Edwin smiles, and fists the open collar of his coat and pulls him in.
Edwin doesn't have any experience in kissing, but after Monty, he'd done the research. Niko had helped him, and while everything you read didn't translate well enough into practical application, he was sure that his inexperience won't actually matter.
He's sure that that is part of the appeal for Thomas, but he does like having the upperhand every now and again.
So Edwin kisses him, with his limited experience and vast knowledge, lips pressed together chastely, once, twice, three times, before dragging his tongue across his mouth, which he hadn't expected to have any reaction given the way that Thomas was practically pliant and unmoving in his hands, as though Edwin shocked him into stillness.
But Thomas moves then, placing his hands at the back of Edwin's head as he tilts his head and opens his mouth to Edwin's. And this time when Edwin licks into his mouth the kiss changes, and he makes a low sound, understanding now why tongues are so involved in the graphic novels that Niko insists he read.
Edwin isn't sure how long they kiss, because he doesn't need to breathe, but it's enough for him to see exactly what Charles meant by a kiss not being felt on the lips but in the head.
He pulls away once he's aware that a lot of time has passed, and Thomas looks dazed, eyes lidded, cheeks flushed, lips parted.
Edwin curbs the instinct to push in and kiss him again, by pushing him away.

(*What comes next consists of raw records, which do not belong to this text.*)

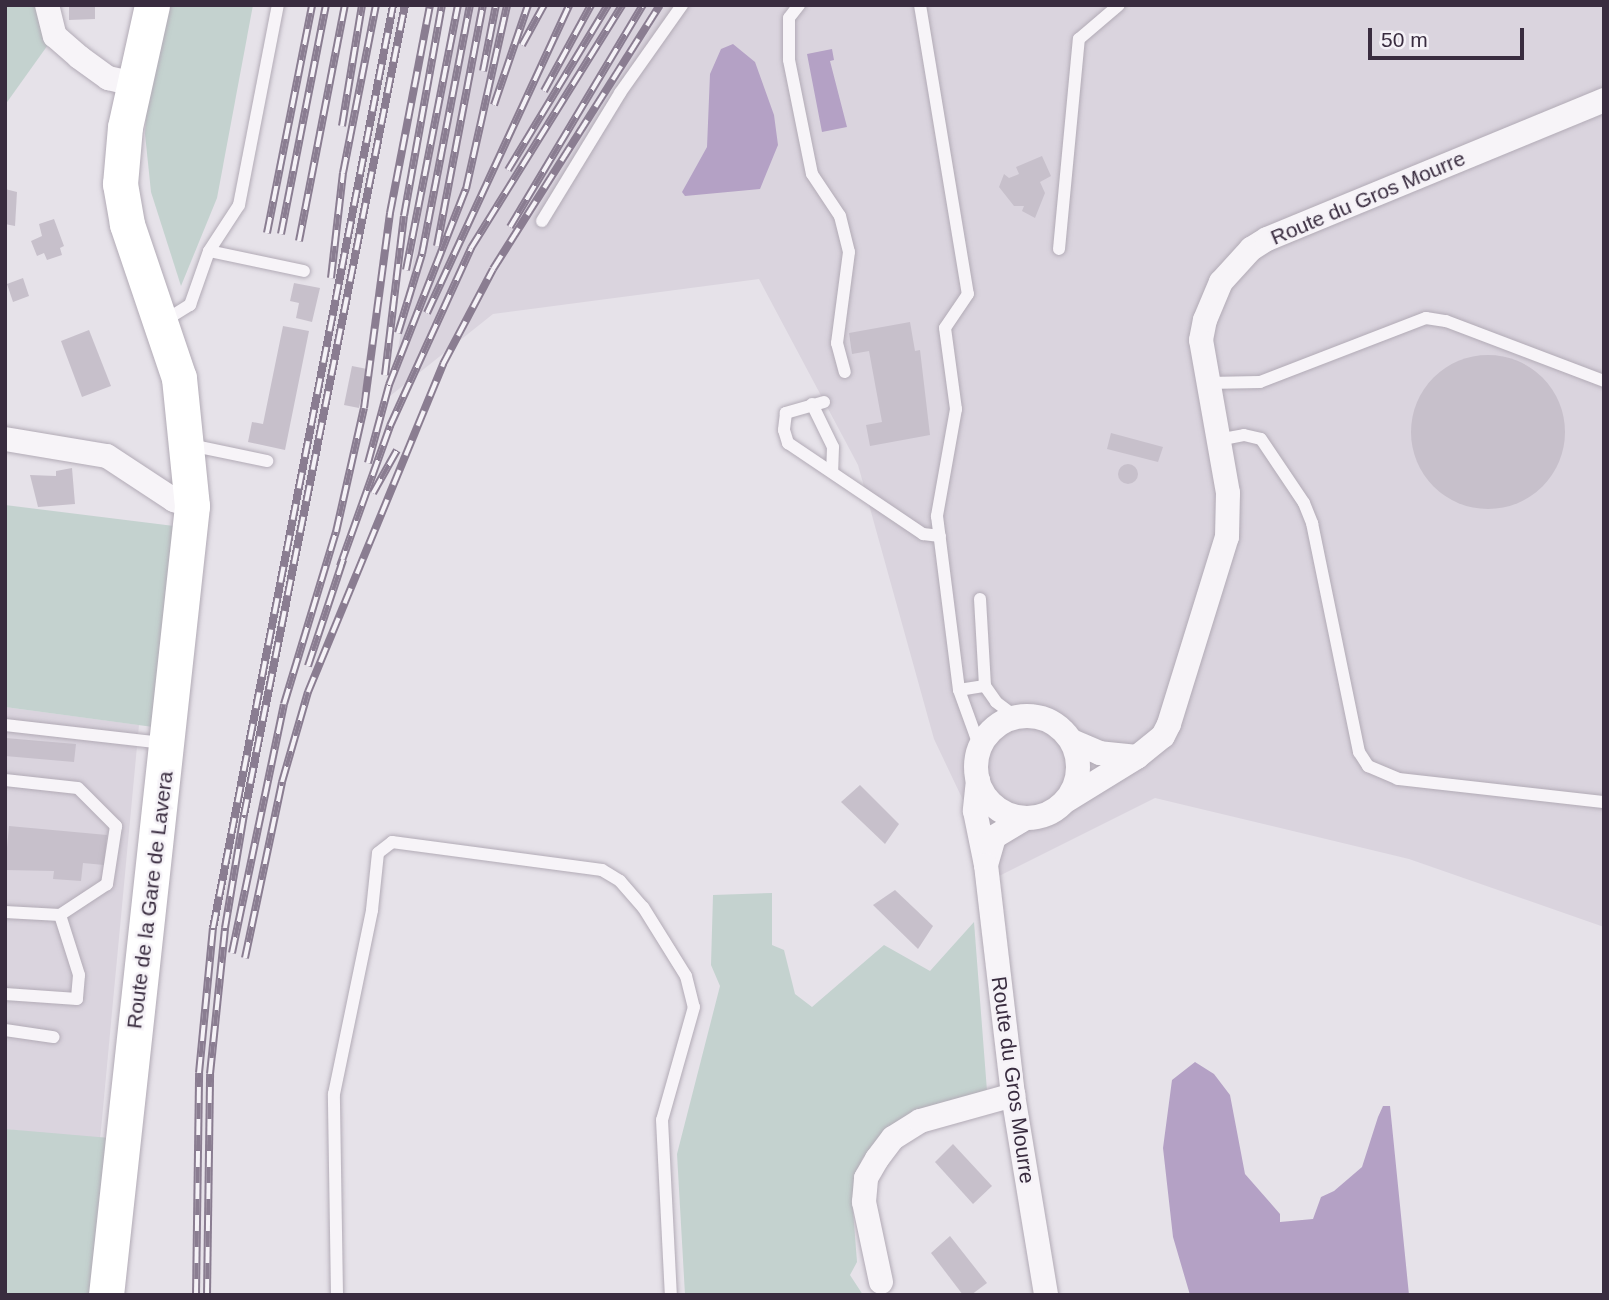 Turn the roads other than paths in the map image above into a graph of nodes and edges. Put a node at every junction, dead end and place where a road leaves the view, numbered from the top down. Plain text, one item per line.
1 (47, 5) edge
2 (152, 5) edge
3 (278, 5) edge
4 (682, 5) edge
5 (799, 5) edge
6 (919, 5) edge
7 (1119, 5) edge
8 (135, 84) junction
9 (1604, 100) edge
10 (542, 221) dead end
11 (1059, 249) dead end
12 (209, 251) junction
13 (304, 271) dead end
14 (170, 317) junction
15 (845, 372) dead end
16 (1604, 382) edge
17 (1206, 383) junction
18 (5, 439) edge
19 (1217, 440) junction
20 (194, 445) junction
21 (267, 461) dead end
22 (832, 471) junction
23 (192, 506) junction
24 (940, 536) junction
25 (980, 599) dead end
26 (985, 686) junction
27 (959, 690) junction
28 (1016, 717) junction
29 (5, 725) edge
30 (1072, 741) junction
31 (168, 743) junction
32 (980, 748) junction
33 (1137, 757) junction
34 (5, 780) edge
35 (978, 780) junction
36 (1067, 800) junction
37 (1604, 802) edge
38 (1026, 818) junction
39 (986, 865) junction
40 (5, 912) edge
41 (60, 915) junction
42 (5, 994) edge
43 (5, 1030) edge
44 (53, 1037) dead end
45 (1013, 1095) junction
46 (881, 1282) dead end
47 (106, 1295) edge
48 (337, 1295) edge
49 (671, 1295) edge
50 (1046, 1295) edge

1 - 8 street
2 - 8 street, Route de la Gare de Lavera
3 - 12 lane
4 - 10 lane
5 - 15 lane
6 - 24 lane
7 - 11 lane
8 - 14 street, Route de la Gare de Lavera
9 - 17 street, Route du Gros Mourre
12 - 13 lane
12 - 14 lane
14 - 20 street, Route de la Gare de Lavera
16 - 17 lane
17 - 19 street, Route du Gros Mourre
18 - 23 street
19 - 33 street, Route du Gros Mourre
19 - 37 lane
20 - 21 lane
20 - 23 street, Route de la Gare de Lavera
22 - 22 lane
22 - 24 lane
23 - 31 street, Route de la Gare de Lavera
24 - 27 lane
25 - 26 lane
26 - 27 lane
26 - 28 lane
27 - 32 lane
28 - 30 street
28 - 32 street
29 - 31 lane
30 - 33 street
30 - 36 street
31 - 47 street, Route de la Gare de Lavera
32 - 35 street, Route du Gros Mourre
33 - 36 street, Route du Gros Mourre
34 - 41 lane
35 - 38 street
35 - 39 street, Route du Gros Mourre
36 - 38 street, Route du Gros Mourre
38 - 39 street, Route du Gros Mourre
39 - 45 street, Route du Gros Mourre
40 - 41 lane
41 - 42 lane
43 - 44 lane
45 - 46 street
45 - 50 street, Route du Gros Mourre
48 - 49 lane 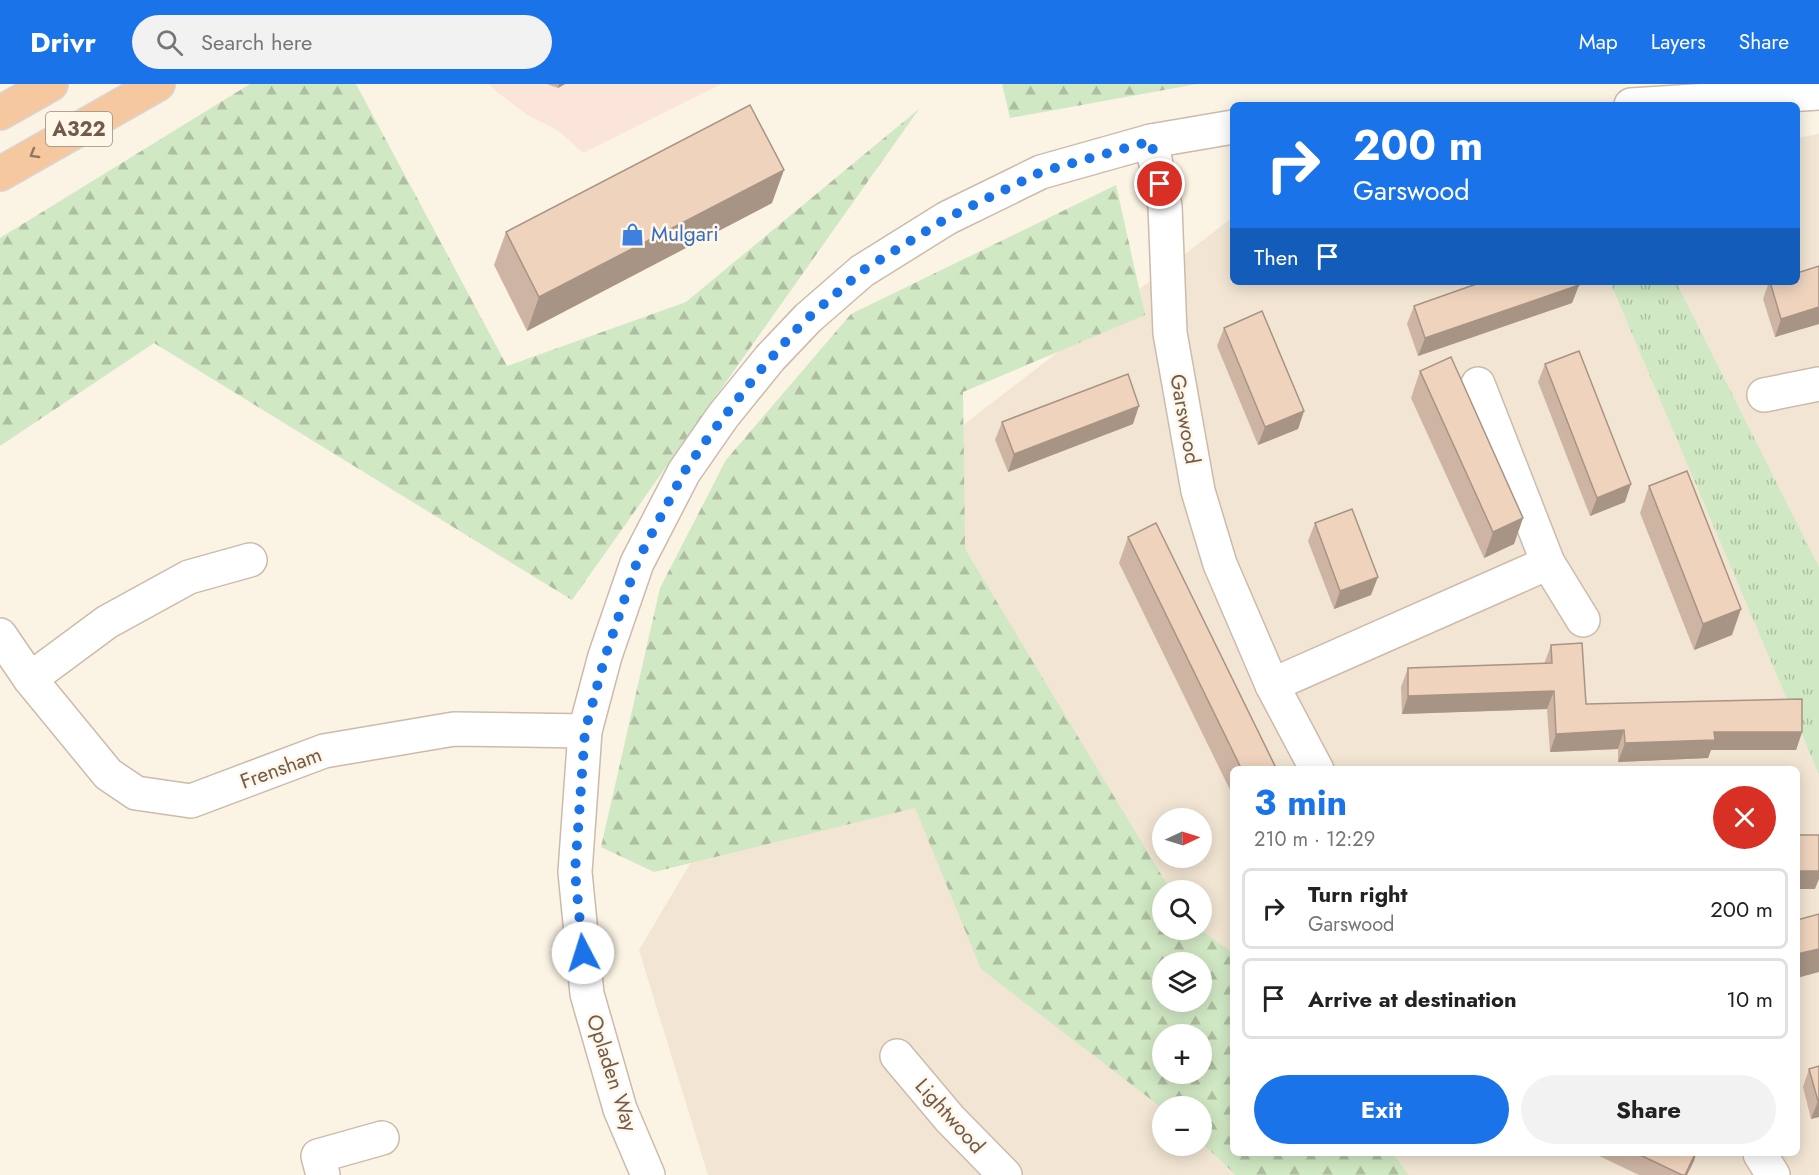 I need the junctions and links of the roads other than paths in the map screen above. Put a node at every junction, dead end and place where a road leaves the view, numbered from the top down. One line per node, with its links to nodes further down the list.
1 (51, 84): 5 (highway, A322)
2 (158, 84): 8 (highway, A322, one-way to 8)
3 (1819, 93): 4 (street)
4 (1678, 102)
5 (0, 112)
6 (1230, 128): 7 (street, Opladen Way)
7 (1151, 141): 17 (street, Garswood); 18 (street, Opladen Way)
8 (0, 174)
9 (1478, 384): 13 (street)
10 (1819, 384): 11 (street)
11 (1764, 395)
12 (250, 560): 16 (street)
13 (1548, 563): 14 (street); 17 (street)
14 (1582, 620)
15 (0, 635): 16 (street, Frensham)
16 (30, 679): 18 (street, Frensham)
17 (1272, 685): 19 (street, Garswood)
18 (585, 731): 24 (street, Opladen Way)
19 (1315, 766)
20 (897, 1056): 25 (street, Lightwood)
21 (382, 1138): 23 (street)
22 (1761, 1156): 26 (street)
23 (323, 1175)
24 (648, 1175)
25 (1005, 1175)
26 (1773, 1175) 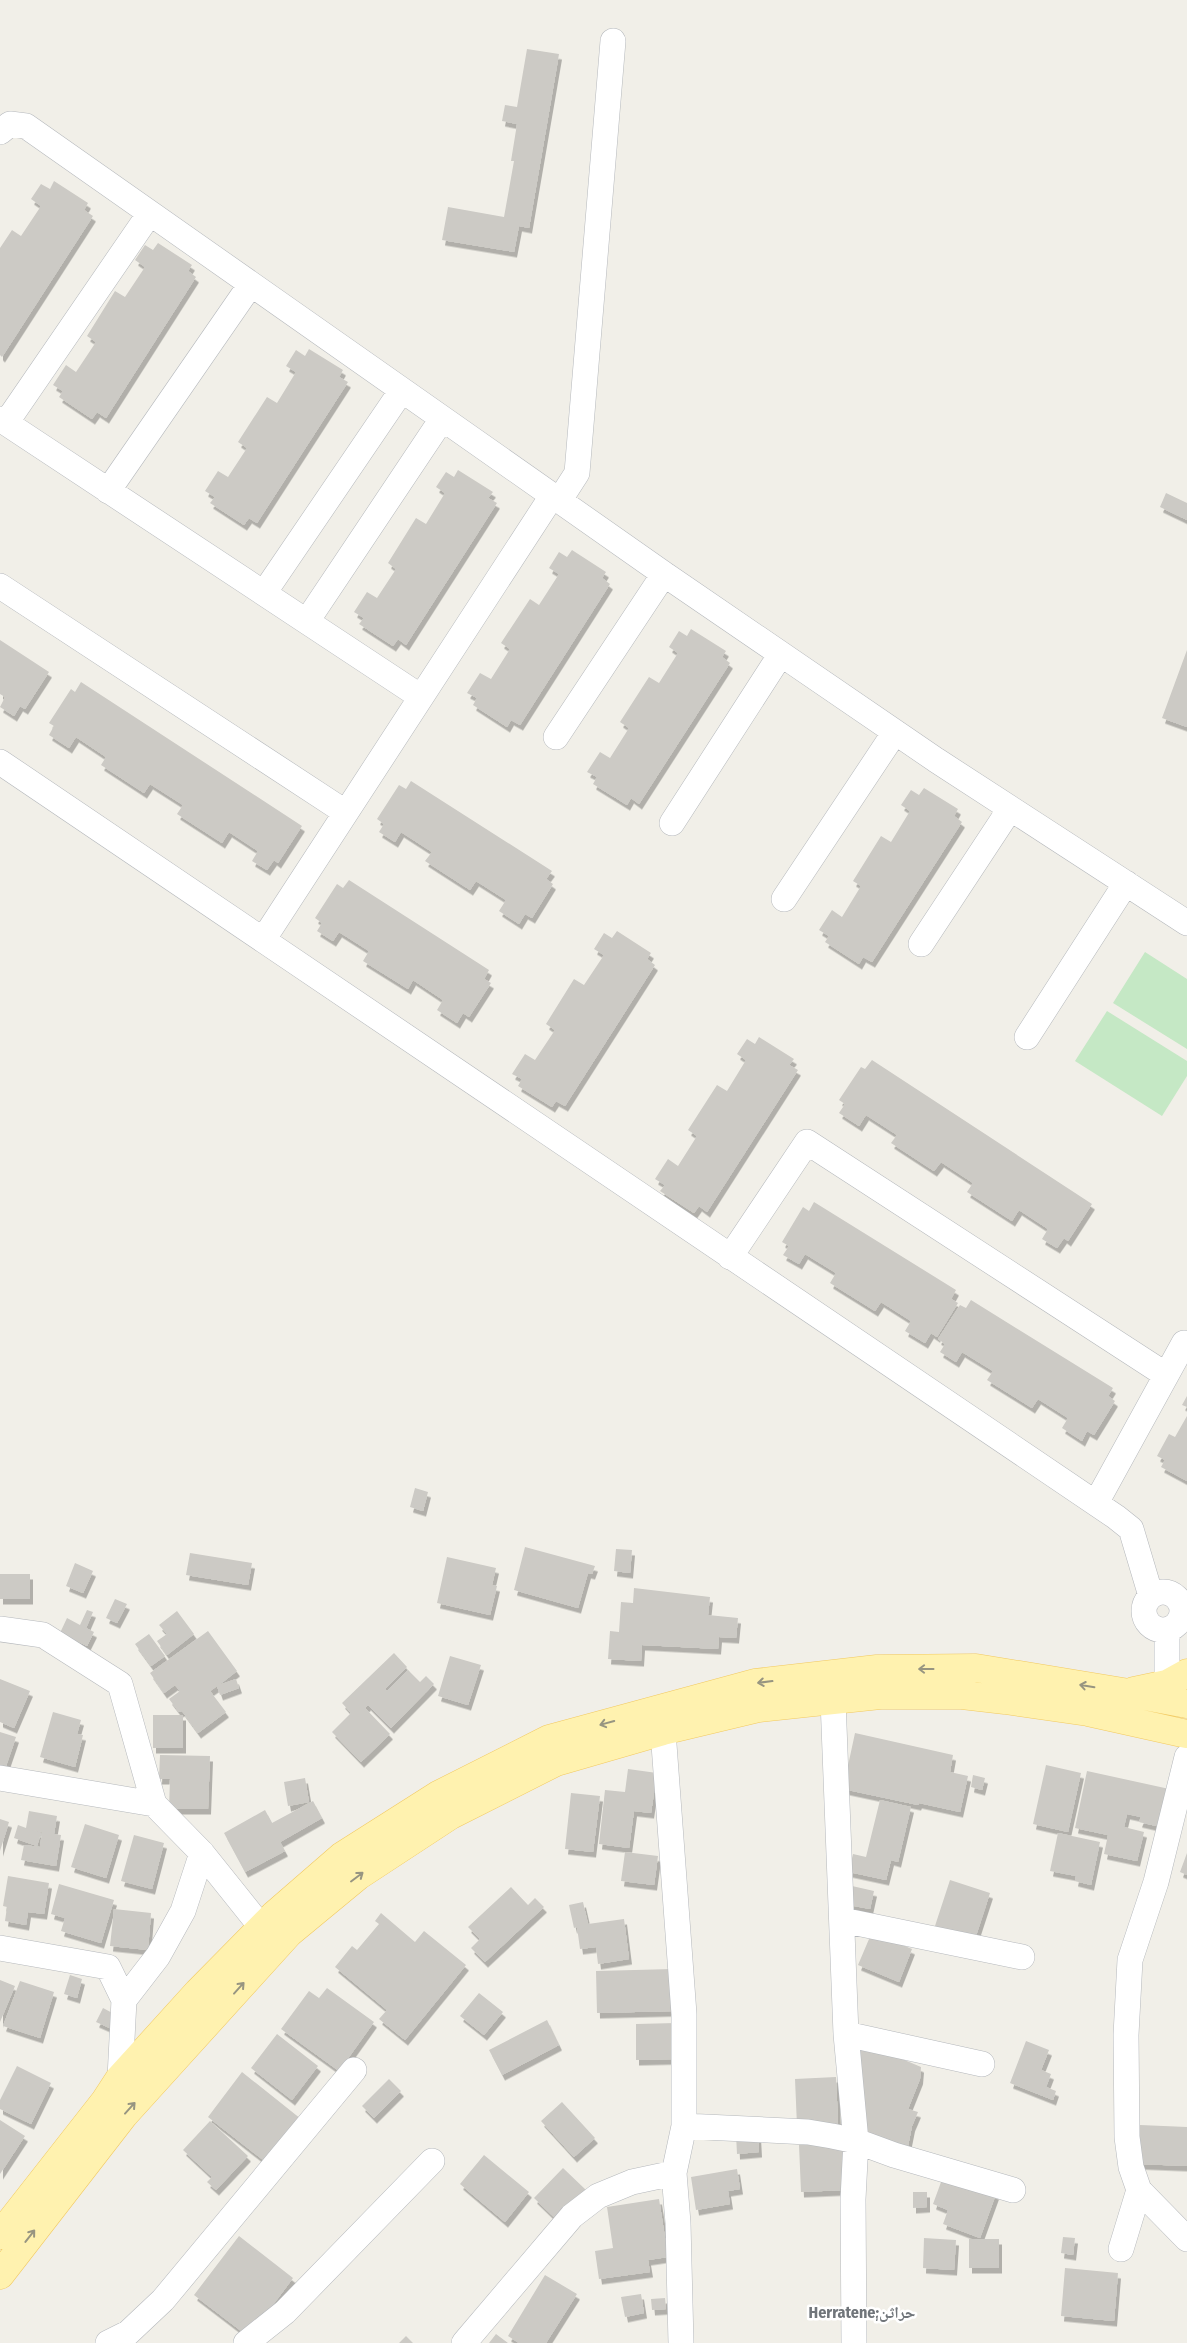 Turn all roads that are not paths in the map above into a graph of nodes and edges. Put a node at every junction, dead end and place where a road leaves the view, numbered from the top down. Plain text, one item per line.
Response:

Thomas stumbles a few steps before he drops to sit back on his throne.
Edwin swallows and resists the urge to tug against his clothes like they're too tight.
"Was that satisfactory?"
Thomas laughs, a bubbly thing that seems involuntarily, but he's grinning more happy and satisfied than before.
"For now, yeah," he answers, lazily and out of breath.
He waves a hand in the air, and a book materializes in Edwin's hands.
"Thank you," Edwin says, gratefully, turning the book in his hands.
"No, thank you," Thomas replies, almost purring.
Edwin turns around before he decides that the kiss wasn't enough and stops short one foot on the steps leading down.
Crystal and Charles are just staring at him in silence. Crystal with a wide and delighted grin, while Charles frowned, loudly.
"What?" Edwin asks, lifting one hand to his hair and then putting it back down.
Charles scoffs, and turns around, stalking back towards the mirror. Crystal follows after him, bouncing and sending Edwin a thumbs up as she goes.
Edwin looks back to Thomas to see if he understood what just happened any better than he did, but Thomas just grins lazily, and blows him a kiss.
Edwin turns around quickly and almost stumbles down the last two steps in his hurry to follow after his friends.